→ Problem details
Apart from the images, the entire listing below must be restated word for word.

→ Data in this exercise
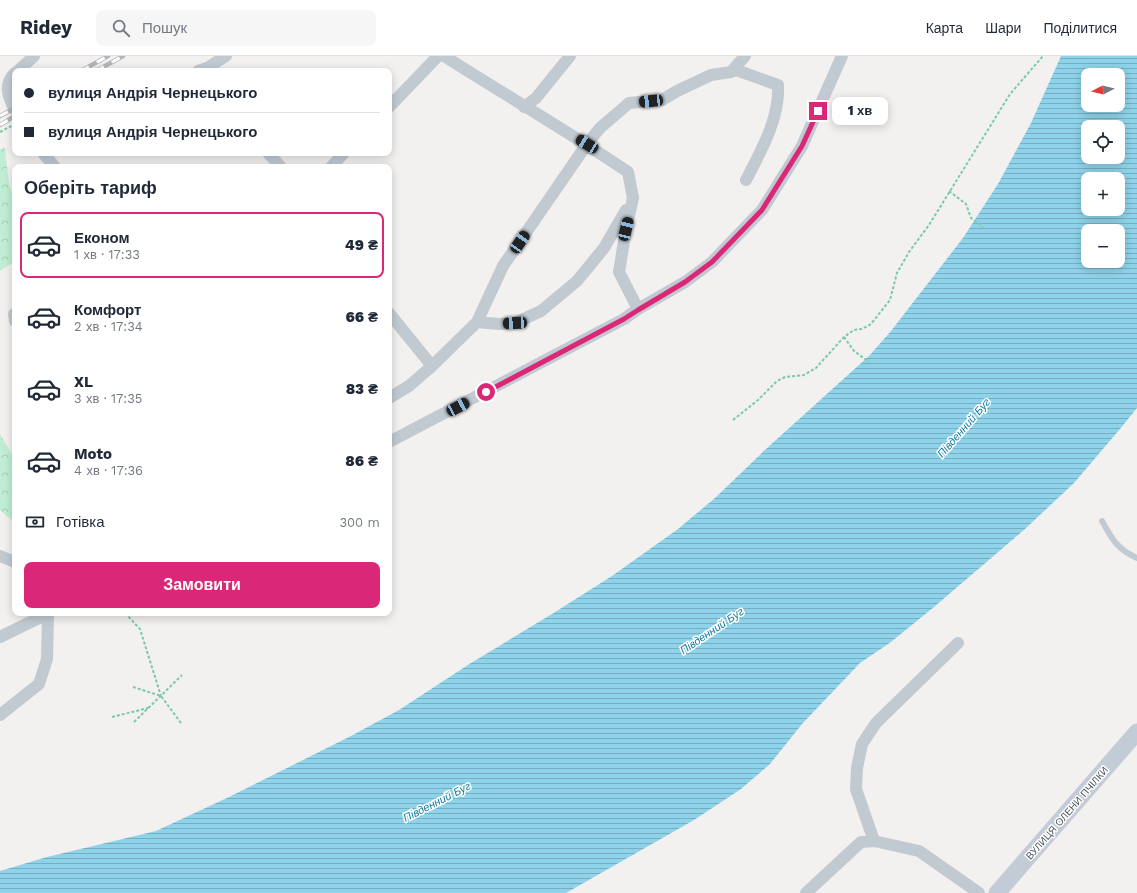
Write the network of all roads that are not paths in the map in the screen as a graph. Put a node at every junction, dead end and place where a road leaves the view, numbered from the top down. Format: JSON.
{"nodes":[{"id":1,"x":34,"y":56,"type":"edge"},
{"id":2,"x":226,"y":56,"type":"edge"},
{"id":3,"x":438,"y":56,"type":"edge"},
{"id":4,"x":444,"y":56,"type":"edge"},
{"id":5,"x":570,"y":56,"type":"edge"},
{"id":6,"x":745,"y":56,"type":"edge"},
{"id":7,"x":842,"y":56,"type":"edge"},
{"id":8,"x":19,"y":68,"type":"edge"},
{"id":9,"x":208,"y":68,"type":"edge"},
{"id":10,"x":731,"y":72,"type":"junction"},
{"id":11,"x":11,"y":75,"type":"edge"},
{"id":12,"x":12,"y":102,"type":"edge"},
{"id":13,"x":392,"y":103,"type":"edge"},
{"id":14,"x":524,"y":107,"type":"junction"},
{"id":15,"x":587,"y":144,"type":"junction"},
{"id":16,"x":271,"y":156,"type":"edge"},
{"id":17,"x":341,"y":156,"type":"edge"},
{"id":18,"x":278,"y":164,"type":"edge"},
{"id":19,"x":333,"y":164,"type":"edge"},
{"id":20,"x":746,"y":180,"type":"dead end"},
{"id":21,"x":633,"y":198,"type":"junction"},
{"id":22,"x":638,"y":310,"type":"junction"},
{"id":23,"x":392,"y":317,"type":"edge"},
{"id":24,"x":477,"y":322,"type":"junction"},
{"id":25,"x":432,"y":366,"type":"junction"},
{"id":26,"x":392,"y":396,"type":"edge"},
{"id":27,"x":392,"y":440,"type":"edge"},
{"id":28,"x":1102,"y":521,"type":"dead end"},
{"id":29,"x":0,"y":556,"type":"edge"},
{"id":30,"x":1137,"y":558,"type":"edge"},
{"id":31,"x":12,"y":561,"type":"edge"},
{"id":32,"x":42,"y":616,"type":"edge"},
{"id":33,"x":48,"y":616,"type":"edge"},
{"id":34,"x":0,"y":637,"type":"edge"},
{"id":35,"x":958,"y":643,"type":"dead end"},
{"id":36,"x":0,"y":715,"type":"edge"},
{"id":37,"x":1137,"y":732,"type":"edge"},
{"id":38,"x":874,"y":841,"type":"junction"},
{"id":39,"x":806,"y":893,"type":"edge"},
{"id":40,"x":979,"y":893,"type":"edge"},
{"id":41,"x":997,"y":893,"type":"edge"}],
"edges":[{"from":1,"to":8,"type":"street"},
{"from":2,"to":9,"type":"street"},
{"from":3,"to":13,"type":"street"},
{"from":4,"to":14,"type":"street"},
{"from":5,"to":14,"type":"street"},
{"from":6,"to":10,"type":"street"},
{"from":7,"to":22,"type":"street"},
{"from":10,"to":15,"type":"street"},
{"from":10,"to":20,"type":"street"},
{"from":11,"to":12,"type":"street"},
{"from":14,"to":15,"type":"street"},
{"from":15,"to":21,"type":"street"},
{"from":15,"to":24,"type":"street"},
{"from":16,"to":18,"type":"street"},
{"from":17,"to":19,"type":"street"},
{"from":21,"to":22,"type":"street"},
{"from":21,"to":24,"type":"street"},
{"from":22,"to":27,"type":"street"},
{"from":23,"to":25,"type":"street"},
{"from":24,"to":25,"type":"street"},
{"from":25,"to":26,"type":"street"},
{"from":28,"to":30,"type":"lane"},
{"from":29,"to":31,"type":"street"},
{"from":32,"to":34,"type":"street"},
{"from":33,"to":36,"type":"street"},
{"from":35,"to":38,"type":"street"},
{"from":37,"to":41,"type":"street","name":"ВУЛИЦЯ ОЛЕНИ ПЧІЛКИ"},
{"from":38,"to":39,"type":"street"},
{"from":38,"to":40,"type":"street"}]}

→ Answer box
Write the network of all roads that are not paths in the map in the screen as a graph. Put a node at every junction, dead end and place where a road leaves the view, numbered from the top down. Format: JSON.
{"nodes":[{"id":1,"x":34,"y":56,"type":"edge"},
{"id":2,"x":226,"y":56,"type":"edge"},
{"id":3,"x":438,"y":56,"type":"edge"},
{"id":4,"x":444,"y":56,"type":"edge"},
{"id":5,"x":570,"y":56,"type":"edge"},
{"id":6,"x":745,"y":56,"type":"edge"},
{"id":7,"x":842,"y":56,"type":"edge"},
{"id":8,"x":19,"y":68,"type":"edge"},
{"id":9,"x":208,"y":68,"type":"edge"},
{"id":10,"x":731,"y":72,"type":"junction"},
{"id":11,"x":11,"y":75,"type":"edge"},
{"id":12,"x":12,"y":102,"type":"edge"},
{"id":13,"x":392,"y":103,"type":"edge"},
{"id":14,"x":524,"y":107,"type":"junction"},
{"id":15,"x":587,"y":144,"type":"junction"},
{"id":16,"x":271,"y":156,"type":"edge"},
{"id":17,"x":341,"y":156,"type":"edge"},
{"id":18,"x":278,"y":164,"type":"edge"},
{"id":19,"x":333,"y":164,"type":"edge"},
{"id":20,"x":746,"y":180,"type":"dead end"},
{"id":21,"x":633,"y":198,"type":"junction"},
{"id":22,"x":638,"y":310,"type":"junction"},
{"id":23,"x":392,"y":317,"type":"edge"},
{"id":24,"x":477,"y":322,"type":"junction"},
{"id":25,"x":432,"y":366,"type":"junction"},
{"id":26,"x":392,"y":396,"type":"edge"},
{"id":27,"x":392,"y":440,"type":"edge"},
{"id":28,"x":1102,"y":521,"type":"dead end"},
{"id":29,"x":0,"y":556,"type":"edge"},
{"id":30,"x":1137,"y":558,"type":"edge"},
{"id":31,"x":12,"y":561,"type":"edge"},
{"id":32,"x":42,"y":616,"type":"edge"},
{"id":33,"x":48,"y":616,"type":"edge"},
{"id":34,"x":0,"y":637,"type":"edge"},
{"id":35,"x":958,"y":643,"type":"dead end"},
{"id":36,"x":0,"y":715,"type":"edge"},
{"id":37,"x":1137,"y":732,"type":"edge"},
{"id":38,"x":874,"y":841,"type":"junction"},
{"id":39,"x":806,"y":893,"type":"edge"},
{"id":40,"x":979,"y":893,"type":"edge"},
{"id":41,"x":997,"y":893,"type":"edge"}],
"edges":[{"from":1,"to":8,"type":"street"},
{"from":2,"to":9,"type":"street"},
{"from":3,"to":13,"type":"street"},
{"from":4,"to":14,"type":"street"},
{"from":5,"to":14,"type":"street"},
{"from":6,"to":10,"type":"street"},
{"from":7,"to":22,"type":"street"},
{"from":10,"to":15,"type":"street"},
{"from":10,"to":20,"type":"street"},
{"from":11,"to":12,"type":"street"},
{"from":14,"to":15,"type":"street"},
{"from":15,"to":21,"type":"street"},
{"from":15,"to":24,"type":"street"},
{"from":16,"to":18,"type":"street"},
{"from":17,"to":19,"type":"street"},
{"from":21,"to":22,"type":"street"},
{"from":21,"to":24,"type":"street"},
{"from":22,"to":27,"type":"street"},
{"from":23,"to":25,"type":"street"},
{"from":24,"to":25,"type":"street"},
{"from":25,"to":26,"type":"street"},
{"from":28,"to":30,"type":"lane"},
{"from":29,"to":31,"type":"street"},
{"from":32,"to":34,"type":"street"},
{"from":33,"to":36,"type":"street"},
{"from":35,"to":38,"type":"street"},
{"from":37,"to":41,"type":"street","name":"ВУЛИЦЯ ОЛЕНИ ПЧІЛКИ"},
{"from":38,"to":39,"type":"street"},
{"from":38,"to":40,"type":"street"}]}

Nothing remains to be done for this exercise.